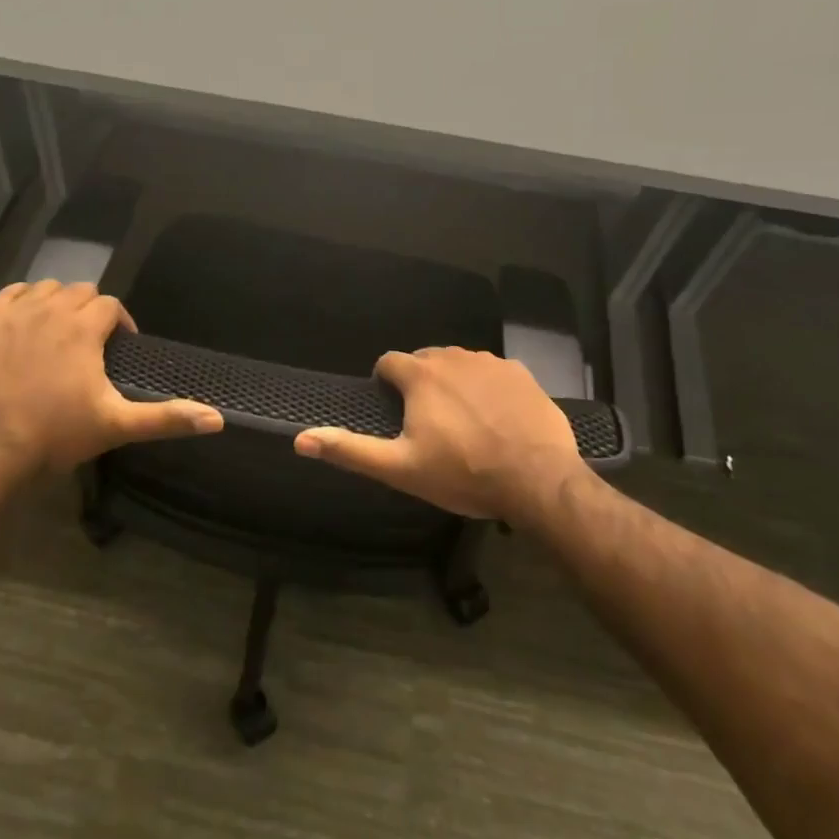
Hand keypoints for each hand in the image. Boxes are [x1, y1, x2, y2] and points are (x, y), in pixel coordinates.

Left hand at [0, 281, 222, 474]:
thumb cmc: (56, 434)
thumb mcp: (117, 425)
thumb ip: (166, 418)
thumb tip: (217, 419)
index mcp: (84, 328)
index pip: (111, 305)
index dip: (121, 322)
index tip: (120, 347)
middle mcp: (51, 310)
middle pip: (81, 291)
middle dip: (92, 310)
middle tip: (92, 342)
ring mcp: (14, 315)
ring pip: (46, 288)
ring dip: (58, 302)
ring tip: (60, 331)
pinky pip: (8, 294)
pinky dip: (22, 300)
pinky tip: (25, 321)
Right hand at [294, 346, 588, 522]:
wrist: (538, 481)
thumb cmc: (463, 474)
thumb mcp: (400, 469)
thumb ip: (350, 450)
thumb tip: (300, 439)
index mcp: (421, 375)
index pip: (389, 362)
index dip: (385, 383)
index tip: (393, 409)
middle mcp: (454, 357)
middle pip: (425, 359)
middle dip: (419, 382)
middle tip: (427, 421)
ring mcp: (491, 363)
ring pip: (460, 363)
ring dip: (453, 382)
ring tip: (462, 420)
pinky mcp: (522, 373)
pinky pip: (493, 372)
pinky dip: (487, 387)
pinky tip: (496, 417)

---

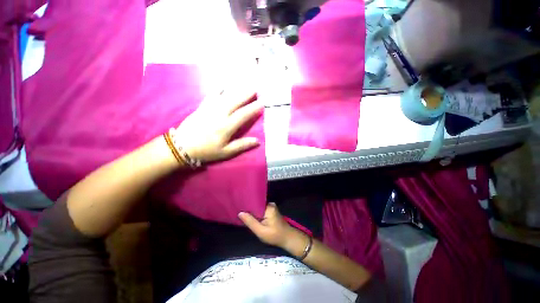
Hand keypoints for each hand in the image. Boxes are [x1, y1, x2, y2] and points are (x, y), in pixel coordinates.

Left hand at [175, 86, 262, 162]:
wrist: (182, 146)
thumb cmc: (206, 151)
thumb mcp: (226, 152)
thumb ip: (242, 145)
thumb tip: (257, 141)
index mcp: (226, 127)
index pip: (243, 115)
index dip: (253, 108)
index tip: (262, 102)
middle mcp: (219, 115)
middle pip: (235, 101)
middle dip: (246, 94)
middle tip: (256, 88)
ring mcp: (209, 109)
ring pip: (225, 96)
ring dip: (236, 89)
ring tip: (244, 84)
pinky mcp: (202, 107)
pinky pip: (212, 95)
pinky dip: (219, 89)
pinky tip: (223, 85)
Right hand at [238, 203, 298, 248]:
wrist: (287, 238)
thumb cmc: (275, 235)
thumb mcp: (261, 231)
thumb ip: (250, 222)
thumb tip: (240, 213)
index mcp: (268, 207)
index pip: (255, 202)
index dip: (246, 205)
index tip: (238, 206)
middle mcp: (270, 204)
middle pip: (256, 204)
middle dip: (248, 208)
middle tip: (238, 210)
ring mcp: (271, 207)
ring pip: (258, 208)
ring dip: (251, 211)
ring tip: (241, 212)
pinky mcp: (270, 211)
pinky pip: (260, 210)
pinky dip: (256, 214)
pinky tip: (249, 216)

---

◆ **EXERCISE DIRECTIONS**: Which lines above hold the string "hand"? Please copy all of them.

◆ **EXERCISE OUTPUT**:
Hand keypoints for each hand in the image. Boxes are [x1, y1, x2, y2] and points are (x, y), in pixel coordinates.
Left hand at [0, 281, 222, 474]:
Right hand at [294, 346, 588, 522]:
Hand keypoints for each hand in the image. Boxes are [x1, y1, x2, y2] and points are (x, y), in pixel coordinates.
Left hand at [175, 86, 262, 162]:
Right hand at [238, 203, 298, 248]:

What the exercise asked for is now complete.